A Trip Down Market Street is a 1906 phantom ride film of a cable car as it travels down Market Street in San Francisco. It is notable for capturing the city four days before the 1906 San Francisco earthquake. The film shows details of daily life in a major early 20th-century American city, including the transportation, fashions and architecture of the era. The film begins at 8th Street and continues eastward to the cable car turntable, at the Embarcadero, in front of the Ferry Building.

On April 17, two of the four Miles Brothers—Harry and Joseph—boarded a train for New York, taking the two films with them, but they heard about the earthquake and sent the films to New York while they boarded another train headed back to San Francisco. The Turk Street house of Earl Miles survived the earthquake and the subsequent catastrophic fire but the studio did not. The Miles brothers based their business out of Earl's home, and shot more film of post-earthquake scenes; some of this footage, including that of a second trip down a now devastated Market Street, reemerged in 2016.

In 2010, the film was selected for preservation in the National Film Registry by the Library of Congress.

Background

Filming date 

The film was originally thought to have been made in September or October 1905, based on the angles of shadows showing the sun's position. Film historian David Kiehn noticed that there were puddles of water seen in the street, and after he examined contemporary newspapers and weather reports, he realized that the early estimates were wrong: no rain had fallen in those months. Kiehn located the February 1906 registration record for a car license plate recorded in the film, and he found that the sun's angle would be the same in March as it had been in September.
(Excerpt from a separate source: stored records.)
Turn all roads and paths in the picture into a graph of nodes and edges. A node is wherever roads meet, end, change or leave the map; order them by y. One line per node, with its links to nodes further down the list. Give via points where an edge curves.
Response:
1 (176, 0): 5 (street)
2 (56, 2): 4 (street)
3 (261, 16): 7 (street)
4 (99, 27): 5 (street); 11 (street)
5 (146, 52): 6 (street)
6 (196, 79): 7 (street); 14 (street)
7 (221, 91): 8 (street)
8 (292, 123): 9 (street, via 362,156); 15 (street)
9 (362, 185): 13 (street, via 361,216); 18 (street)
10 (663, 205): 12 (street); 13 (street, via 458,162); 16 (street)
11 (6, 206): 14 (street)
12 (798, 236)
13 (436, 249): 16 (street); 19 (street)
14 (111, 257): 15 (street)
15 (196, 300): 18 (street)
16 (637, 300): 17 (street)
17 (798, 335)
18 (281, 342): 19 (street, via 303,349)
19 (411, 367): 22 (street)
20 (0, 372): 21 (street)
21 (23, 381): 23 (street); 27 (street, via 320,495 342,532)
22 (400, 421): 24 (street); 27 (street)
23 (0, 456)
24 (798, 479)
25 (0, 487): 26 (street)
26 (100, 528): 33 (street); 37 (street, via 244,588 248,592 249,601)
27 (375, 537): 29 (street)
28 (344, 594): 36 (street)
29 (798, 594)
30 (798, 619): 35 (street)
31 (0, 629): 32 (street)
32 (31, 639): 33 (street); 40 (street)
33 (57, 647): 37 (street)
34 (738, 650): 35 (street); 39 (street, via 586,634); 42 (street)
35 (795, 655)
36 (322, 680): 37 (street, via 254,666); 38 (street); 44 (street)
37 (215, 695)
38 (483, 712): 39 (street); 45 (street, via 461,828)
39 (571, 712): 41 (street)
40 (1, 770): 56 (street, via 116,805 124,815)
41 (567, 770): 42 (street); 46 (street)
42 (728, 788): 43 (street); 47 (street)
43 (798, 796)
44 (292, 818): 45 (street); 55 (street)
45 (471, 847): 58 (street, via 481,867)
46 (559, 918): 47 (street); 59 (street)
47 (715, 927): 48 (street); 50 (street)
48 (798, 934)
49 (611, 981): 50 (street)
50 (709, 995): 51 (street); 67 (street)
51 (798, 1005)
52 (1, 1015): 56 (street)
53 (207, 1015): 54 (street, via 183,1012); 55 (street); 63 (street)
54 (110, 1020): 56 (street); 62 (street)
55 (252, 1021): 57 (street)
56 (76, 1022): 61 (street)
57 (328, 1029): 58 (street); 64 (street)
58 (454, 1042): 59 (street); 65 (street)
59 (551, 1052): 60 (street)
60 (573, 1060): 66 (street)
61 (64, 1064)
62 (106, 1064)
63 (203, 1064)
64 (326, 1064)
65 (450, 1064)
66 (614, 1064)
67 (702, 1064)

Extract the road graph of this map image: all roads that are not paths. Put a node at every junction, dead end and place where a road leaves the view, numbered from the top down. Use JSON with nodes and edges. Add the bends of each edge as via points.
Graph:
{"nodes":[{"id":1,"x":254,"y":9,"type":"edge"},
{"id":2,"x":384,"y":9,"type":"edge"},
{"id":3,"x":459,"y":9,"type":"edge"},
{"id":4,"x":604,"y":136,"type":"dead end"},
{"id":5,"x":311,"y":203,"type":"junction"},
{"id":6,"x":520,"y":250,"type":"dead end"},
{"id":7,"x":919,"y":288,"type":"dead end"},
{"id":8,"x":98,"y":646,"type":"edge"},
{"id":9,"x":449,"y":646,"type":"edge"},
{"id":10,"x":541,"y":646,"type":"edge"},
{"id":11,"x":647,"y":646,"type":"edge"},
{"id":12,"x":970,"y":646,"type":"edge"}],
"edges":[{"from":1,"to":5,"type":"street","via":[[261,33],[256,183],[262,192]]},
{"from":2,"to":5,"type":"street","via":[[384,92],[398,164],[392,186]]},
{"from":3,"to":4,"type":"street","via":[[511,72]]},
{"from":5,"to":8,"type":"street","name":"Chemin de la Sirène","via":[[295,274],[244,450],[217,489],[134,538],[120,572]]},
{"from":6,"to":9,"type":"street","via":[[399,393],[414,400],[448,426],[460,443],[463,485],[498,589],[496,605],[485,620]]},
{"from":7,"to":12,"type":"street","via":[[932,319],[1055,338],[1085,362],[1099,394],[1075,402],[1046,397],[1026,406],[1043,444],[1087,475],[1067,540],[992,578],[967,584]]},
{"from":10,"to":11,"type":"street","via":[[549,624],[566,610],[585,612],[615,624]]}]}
In 2009, Kiehn suggested that A Trip Down Market Street was filmed in late March or early April 1906, a period with many rainy days reported. He found an advertisement for the film published in the New York Clipper on April 28, 1906, which stated that the film had been shot "just one week before the complete destruction of every building shown in the picture," though this was a somewhat hyperbolic claim given that a number of buildings seen in the film were heavily damaged and later repaired. If the "one week" statement was correct then the film would have been shot on April 11. Kiehn also found a San Francisco newspaper article published on March 29, 1906, describing the Miles Brothers' intent to film aboard a cable car.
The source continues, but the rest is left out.